§ WORK INSTRUCTION:
Collect all lines from the records below that include the word "Guadalupe".

Records excerpted from a collection
^^^^^^^^

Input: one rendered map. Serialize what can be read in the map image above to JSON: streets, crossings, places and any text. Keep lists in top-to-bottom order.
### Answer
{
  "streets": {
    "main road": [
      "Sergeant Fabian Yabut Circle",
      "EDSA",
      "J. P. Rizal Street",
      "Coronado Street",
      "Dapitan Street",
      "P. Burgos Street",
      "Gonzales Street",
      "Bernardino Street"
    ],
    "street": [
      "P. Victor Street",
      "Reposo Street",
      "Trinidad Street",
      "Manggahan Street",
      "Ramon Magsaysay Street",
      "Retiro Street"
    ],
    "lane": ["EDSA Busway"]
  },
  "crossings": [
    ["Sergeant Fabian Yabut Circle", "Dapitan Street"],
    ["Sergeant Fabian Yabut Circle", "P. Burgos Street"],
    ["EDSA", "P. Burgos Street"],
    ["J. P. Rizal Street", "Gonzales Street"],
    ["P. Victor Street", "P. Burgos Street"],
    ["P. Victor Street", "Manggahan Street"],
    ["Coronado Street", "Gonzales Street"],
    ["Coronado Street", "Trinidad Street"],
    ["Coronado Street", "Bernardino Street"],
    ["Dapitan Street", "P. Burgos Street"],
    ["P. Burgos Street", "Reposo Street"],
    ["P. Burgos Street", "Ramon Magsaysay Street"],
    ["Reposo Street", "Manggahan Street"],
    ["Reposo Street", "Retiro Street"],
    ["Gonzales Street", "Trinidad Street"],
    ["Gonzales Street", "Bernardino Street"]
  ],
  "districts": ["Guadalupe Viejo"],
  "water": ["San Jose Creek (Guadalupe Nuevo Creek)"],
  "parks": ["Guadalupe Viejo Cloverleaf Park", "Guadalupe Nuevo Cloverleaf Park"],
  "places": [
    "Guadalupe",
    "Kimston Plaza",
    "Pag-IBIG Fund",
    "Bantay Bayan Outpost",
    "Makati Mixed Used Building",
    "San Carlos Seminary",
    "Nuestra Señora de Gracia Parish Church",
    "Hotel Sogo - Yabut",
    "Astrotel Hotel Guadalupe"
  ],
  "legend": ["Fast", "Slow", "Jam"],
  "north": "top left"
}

^^^^^^^^

§ REPLY TO THE EXERCISE:
  "districts": ["Guadalupe Viejo"],
  "water": ["San Jose Creek (Guadalupe Nuevo Creek)"],
  "parks": ["Guadalupe Viejo Cloverleaf Park", "Guadalupe Nuevo Cloverleaf Park"],
    "Guadalupe",
    "Astrotel Hotel Guadalupe"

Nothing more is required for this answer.